*** Opening of RAW DATA ***
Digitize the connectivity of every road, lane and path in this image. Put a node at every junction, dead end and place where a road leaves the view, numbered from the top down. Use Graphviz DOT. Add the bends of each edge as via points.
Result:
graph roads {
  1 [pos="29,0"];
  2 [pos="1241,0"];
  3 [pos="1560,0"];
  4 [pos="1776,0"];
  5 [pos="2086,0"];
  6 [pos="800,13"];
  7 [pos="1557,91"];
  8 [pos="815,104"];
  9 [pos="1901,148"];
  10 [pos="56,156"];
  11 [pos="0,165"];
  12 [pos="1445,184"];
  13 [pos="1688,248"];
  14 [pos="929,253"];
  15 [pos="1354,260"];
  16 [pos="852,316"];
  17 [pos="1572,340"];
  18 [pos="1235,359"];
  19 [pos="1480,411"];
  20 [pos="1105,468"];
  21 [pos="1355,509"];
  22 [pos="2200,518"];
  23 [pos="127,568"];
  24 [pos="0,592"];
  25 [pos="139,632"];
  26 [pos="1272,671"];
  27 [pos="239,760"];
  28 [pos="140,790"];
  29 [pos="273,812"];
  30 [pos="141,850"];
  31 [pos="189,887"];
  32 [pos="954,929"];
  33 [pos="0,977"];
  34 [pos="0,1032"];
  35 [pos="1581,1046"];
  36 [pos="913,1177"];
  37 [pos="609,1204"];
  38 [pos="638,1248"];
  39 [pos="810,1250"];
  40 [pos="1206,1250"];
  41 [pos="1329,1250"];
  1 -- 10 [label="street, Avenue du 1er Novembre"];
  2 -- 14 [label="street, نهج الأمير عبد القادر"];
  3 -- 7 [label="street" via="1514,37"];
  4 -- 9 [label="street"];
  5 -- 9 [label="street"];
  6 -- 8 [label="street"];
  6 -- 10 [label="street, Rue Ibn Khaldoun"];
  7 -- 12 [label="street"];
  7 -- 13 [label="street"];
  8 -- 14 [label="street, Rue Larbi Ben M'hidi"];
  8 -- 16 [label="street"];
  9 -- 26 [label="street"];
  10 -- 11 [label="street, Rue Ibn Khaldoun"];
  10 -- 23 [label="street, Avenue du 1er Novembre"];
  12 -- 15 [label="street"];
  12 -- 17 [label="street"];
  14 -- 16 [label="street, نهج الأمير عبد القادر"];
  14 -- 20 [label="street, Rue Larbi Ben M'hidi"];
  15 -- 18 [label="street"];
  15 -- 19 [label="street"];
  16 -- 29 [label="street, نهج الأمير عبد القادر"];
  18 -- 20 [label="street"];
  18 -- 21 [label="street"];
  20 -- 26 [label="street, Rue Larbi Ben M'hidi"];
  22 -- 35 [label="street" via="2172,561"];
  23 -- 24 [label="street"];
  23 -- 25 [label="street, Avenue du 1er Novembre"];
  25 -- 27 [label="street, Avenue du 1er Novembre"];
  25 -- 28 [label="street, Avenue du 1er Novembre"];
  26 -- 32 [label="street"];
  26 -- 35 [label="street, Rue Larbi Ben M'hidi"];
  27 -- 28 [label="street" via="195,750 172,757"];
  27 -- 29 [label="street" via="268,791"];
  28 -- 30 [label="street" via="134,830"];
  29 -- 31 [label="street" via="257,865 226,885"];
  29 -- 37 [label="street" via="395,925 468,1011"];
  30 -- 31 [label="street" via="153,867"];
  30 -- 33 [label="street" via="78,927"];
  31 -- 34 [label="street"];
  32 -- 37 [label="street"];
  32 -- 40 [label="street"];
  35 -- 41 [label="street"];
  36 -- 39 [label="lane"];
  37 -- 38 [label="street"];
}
*** Close of RAW DATA ***
- REQUIRED WORK
Write out the material again, matching every line.

- EXPECTED ANSWER
Digitize the connectivity of every road, lane and path in this image. Put a node at every junction, dead end and place where a road leaves the view, numbered from the top down. Use Graphviz DOT. Add the bends of each edge as via points.
Result:
graph roads {
  1 [pos="29,0"];
  2 [pos="1241,0"];
  3 [pos="1560,0"];
  4 [pos="1776,0"];
  5 [pos="2086,0"];
  6 [pos="800,13"];
  7 [pos="1557,91"];
  8 [pos="815,104"];
  9 [pos="1901,148"];
  10 [pos="56,156"];
  11 [pos="0,165"];
  12 [pos="1445,184"];
  13 [pos="1688,248"];
  14 [pos="929,253"];
  15 [pos="1354,260"];
  16 [pos="852,316"];
  17 [pos="1572,340"];
  18 [pos="1235,359"];
  19 [pos="1480,411"];
  20 [pos="1105,468"];
  21 [pos="1355,509"];
  22 [pos="2200,518"];
  23 [pos="127,568"];
  24 [pos="0,592"];
  25 [pos="139,632"];
  26 [pos="1272,671"];
  27 [pos="239,760"];
  28 [pos="140,790"];
  29 [pos="273,812"];
  30 [pos="141,850"];
  31 [pos="189,887"];
  32 [pos="954,929"];
  33 [pos="0,977"];
  34 [pos="0,1032"];
  35 [pos="1581,1046"];
  36 [pos="913,1177"];
  37 [pos="609,1204"];
  38 [pos="638,1248"];
  39 [pos="810,1250"];
  40 [pos="1206,1250"];
  41 [pos="1329,1250"];
  1 -- 10 [label="street, Avenue du 1er Novembre"];
  2 -- 14 [label="street, نهج الأمير عبد القادر"];
  3 -- 7 [label="street" via="1514,37"];
  4 -- 9 [label="street"];
  5 -- 9 [label="street"];
  6 -- 8 [label="street"];
  6 -- 10 [label="street, Rue Ibn Khaldoun"];
  7 -- 12 [label="street"];
  7 -- 13 [label="street"];
  8 -- 14 [label="street, Rue Larbi Ben M'hidi"];
  8 -- 16 [label="street"];
  9 -- 26 [label="street"];
  10 -- 11 [label="street, Rue Ibn Khaldoun"];
  10 -- 23 [label="street, Avenue du 1er Novembre"];
  12 -- 15 [label="street"];
  12 -- 17 [label="street"];
  14 -- 16 [label="street, نهج الأمير عبد القادر"];
  14 -- 20 [label="street, Rue Larbi Ben M'hidi"];
  15 -- 18 [label="street"];
  15 -- 19 [label="street"];
  16 -- 29 [label="street, نهج الأمير عبد القادر"];
  18 -- 20 [label="street"];
  18 -- 21 [label="street"];
  20 -- 26 [label="street, Rue Larbi Ben M'hidi"];
  22 -- 35 [label="street" via="2172,561"];
  23 -- 24 [label="street"];
  23 -- 25 [label="street, Avenue du 1er Novembre"];
  25 -- 27 [label="street, Avenue du 1er Novembre"];
  25 -- 28 [label="street, Avenue du 1er Novembre"];
  26 -- 32 [label="street"];
  26 -- 35 [label="street, Rue Larbi Ben M'hidi"];
  27 -- 28 [label="street" via="195,750 172,757"];
  27 -- 29 [label="street" via="268,791"];
  28 -- 30 [label="street" via="134,830"];
  29 -- 31 [label="street" via="257,865 226,885"];
  29 -- 37 [label="street" via="395,925 468,1011"];
  30 -- 31 [label="street" via="153,867"];
  30 -- 33 [label="street" via="78,927"];
  31 -- 34 [label="street"];
  32 -- 37 [label="street"];
  32 -- 40 [label="street"];
  35 -- 41 [label="street"];
  36 -- 39 [label="lane"];
  37 -- 38 [label="street"];
}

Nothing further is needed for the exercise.